Akademik Veri Yönetim Sistemi
Biotechnology and Biotechnological Equipment, cilt.37, sa.1, 2023 (SCI-Expanded)
The aim of this study was to investigate a possible association between the variations and effects of gene changes in the OX40/OX40L pathway and the risk of developing bladder cancer in a Turkish population. The study included 104 patients with bladder cancer and 97 healthy individuals. The distribution of OX40 (rs17568) and OX40L (rs1234313) polymorphisms was evaluated by polymerase chain reaction (PCR) and restriction fragment length polymorphism (RFLP). The genotype distributions of OX40 rs17568 regions showed non-significant differences between the patient and control groups (p = 0.256).
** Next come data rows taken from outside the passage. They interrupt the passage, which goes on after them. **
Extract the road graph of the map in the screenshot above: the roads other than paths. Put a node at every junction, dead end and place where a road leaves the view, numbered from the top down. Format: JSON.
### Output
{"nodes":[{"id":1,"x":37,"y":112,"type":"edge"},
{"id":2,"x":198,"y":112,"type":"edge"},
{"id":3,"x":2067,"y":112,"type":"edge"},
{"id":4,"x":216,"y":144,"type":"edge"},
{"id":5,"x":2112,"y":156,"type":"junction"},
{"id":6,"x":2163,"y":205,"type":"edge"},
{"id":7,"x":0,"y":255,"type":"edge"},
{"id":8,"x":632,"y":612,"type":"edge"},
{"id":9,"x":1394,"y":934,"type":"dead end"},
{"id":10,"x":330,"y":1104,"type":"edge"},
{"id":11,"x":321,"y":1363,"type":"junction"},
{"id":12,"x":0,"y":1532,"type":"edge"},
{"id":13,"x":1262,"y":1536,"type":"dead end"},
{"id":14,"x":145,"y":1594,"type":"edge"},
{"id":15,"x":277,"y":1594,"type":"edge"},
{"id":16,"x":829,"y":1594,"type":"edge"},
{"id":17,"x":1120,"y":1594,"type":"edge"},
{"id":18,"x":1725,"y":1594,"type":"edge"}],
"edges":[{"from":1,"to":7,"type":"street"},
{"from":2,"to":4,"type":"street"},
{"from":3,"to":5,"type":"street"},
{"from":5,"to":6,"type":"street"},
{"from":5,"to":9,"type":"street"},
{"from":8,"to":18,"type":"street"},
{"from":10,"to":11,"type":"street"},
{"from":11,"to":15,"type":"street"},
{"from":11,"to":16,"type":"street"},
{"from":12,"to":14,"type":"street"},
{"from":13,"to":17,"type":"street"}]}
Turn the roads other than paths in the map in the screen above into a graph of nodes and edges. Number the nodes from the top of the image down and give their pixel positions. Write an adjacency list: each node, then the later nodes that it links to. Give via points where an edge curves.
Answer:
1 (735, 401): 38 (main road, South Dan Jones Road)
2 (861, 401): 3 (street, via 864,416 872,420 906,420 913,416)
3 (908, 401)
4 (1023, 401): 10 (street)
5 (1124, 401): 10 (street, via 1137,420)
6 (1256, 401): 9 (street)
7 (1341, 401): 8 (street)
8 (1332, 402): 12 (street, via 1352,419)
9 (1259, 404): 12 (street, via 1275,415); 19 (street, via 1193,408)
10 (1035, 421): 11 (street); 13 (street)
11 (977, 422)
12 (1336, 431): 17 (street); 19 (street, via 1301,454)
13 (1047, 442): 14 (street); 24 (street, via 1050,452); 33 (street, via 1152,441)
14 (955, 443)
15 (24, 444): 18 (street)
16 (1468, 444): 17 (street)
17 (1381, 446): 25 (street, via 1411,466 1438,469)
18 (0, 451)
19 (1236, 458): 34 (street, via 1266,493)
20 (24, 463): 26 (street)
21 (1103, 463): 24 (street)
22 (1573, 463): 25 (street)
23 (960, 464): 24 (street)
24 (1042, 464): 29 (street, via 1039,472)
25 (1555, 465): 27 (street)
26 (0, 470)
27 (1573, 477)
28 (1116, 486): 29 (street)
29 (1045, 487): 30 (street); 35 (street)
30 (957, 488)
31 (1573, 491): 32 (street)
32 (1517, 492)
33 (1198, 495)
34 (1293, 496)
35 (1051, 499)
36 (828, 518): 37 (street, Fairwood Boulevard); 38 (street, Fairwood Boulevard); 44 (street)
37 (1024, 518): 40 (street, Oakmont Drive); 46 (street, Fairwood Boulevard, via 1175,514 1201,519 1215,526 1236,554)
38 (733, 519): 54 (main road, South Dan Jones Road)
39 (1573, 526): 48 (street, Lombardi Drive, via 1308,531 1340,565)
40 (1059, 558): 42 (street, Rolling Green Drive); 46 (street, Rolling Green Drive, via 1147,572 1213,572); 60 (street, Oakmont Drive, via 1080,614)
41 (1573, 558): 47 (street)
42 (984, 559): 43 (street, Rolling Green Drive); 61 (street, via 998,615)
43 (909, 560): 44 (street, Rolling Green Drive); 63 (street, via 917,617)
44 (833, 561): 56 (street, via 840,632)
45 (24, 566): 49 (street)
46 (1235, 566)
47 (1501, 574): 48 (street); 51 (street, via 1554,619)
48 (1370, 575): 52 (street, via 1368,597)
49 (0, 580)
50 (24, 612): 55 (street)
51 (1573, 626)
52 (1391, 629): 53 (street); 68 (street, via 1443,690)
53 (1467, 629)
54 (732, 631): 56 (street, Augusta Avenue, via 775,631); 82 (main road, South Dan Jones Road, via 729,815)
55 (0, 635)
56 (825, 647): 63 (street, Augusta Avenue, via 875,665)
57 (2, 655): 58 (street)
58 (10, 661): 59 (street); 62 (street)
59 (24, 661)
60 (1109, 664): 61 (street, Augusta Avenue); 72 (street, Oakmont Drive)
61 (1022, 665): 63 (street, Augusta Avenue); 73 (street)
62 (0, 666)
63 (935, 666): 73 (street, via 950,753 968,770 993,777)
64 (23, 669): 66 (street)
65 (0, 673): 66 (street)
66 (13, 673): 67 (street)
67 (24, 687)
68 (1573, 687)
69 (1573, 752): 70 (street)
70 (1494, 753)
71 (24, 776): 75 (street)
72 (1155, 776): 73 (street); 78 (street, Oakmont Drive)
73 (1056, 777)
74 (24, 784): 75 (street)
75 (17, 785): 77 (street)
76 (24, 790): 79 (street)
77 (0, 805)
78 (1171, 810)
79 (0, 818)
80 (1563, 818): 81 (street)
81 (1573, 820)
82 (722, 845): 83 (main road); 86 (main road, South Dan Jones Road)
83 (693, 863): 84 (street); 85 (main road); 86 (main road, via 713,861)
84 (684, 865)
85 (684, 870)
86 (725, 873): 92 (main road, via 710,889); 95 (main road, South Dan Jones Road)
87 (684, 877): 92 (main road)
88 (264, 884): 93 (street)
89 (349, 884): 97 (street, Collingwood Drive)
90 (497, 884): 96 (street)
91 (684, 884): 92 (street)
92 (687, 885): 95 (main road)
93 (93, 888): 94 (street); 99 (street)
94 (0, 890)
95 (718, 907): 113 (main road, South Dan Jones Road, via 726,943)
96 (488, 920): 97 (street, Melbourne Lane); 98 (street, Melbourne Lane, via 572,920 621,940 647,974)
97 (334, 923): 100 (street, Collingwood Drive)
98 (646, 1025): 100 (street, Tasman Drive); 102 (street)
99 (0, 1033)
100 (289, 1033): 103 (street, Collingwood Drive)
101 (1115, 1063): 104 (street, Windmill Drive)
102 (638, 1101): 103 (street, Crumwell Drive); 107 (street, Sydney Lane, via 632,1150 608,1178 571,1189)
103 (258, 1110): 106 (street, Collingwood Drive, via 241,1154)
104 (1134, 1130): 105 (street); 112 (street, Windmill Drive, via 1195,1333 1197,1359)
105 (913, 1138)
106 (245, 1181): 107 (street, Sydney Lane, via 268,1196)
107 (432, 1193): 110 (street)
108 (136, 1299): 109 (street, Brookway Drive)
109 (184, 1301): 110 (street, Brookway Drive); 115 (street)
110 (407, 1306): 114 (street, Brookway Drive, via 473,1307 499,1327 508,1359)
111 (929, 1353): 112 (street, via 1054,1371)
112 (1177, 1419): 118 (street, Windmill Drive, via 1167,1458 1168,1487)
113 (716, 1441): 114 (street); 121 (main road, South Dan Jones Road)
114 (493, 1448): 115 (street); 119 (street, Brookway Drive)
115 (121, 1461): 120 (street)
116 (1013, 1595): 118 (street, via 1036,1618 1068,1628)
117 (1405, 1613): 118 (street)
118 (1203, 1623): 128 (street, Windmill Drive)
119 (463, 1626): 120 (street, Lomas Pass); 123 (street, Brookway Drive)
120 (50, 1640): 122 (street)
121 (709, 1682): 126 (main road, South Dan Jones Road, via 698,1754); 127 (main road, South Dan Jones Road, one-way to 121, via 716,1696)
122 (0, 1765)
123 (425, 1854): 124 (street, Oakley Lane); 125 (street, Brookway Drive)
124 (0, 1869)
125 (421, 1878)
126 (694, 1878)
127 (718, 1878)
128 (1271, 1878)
No difference was also found in T2 invasive tumours, high, and low-grade tumours. The genotype distributions of the OX40L rs1234313 region were significantly different between the patient and control groups (p = 0.023). The frequency of the GG genotype and homozygous GG/AA genotypes was higher among the patients than in the control group, and the difference was significant (for GG genotype: OR 0.462; 95% CI 0.255–0.835; p = 0.010; for GG/AA genotype: OR 0.456 (0.257–0.808; p: 0.007). The OX40L A allele (AA/AG) had higher frequency in T2 invasive bladder cancer patients than in those with T1 and Ta (p = 0.028). There was no statistically significant difference in the OX40L genotype distributions among the graded tumour groups (p = 0.689). The results indicate that the rs1234313 A/G gene polymorphism may contribute to the development of bladder cancer in this Turkish population. Further observations in a larger cohort need to confirm this suggestion.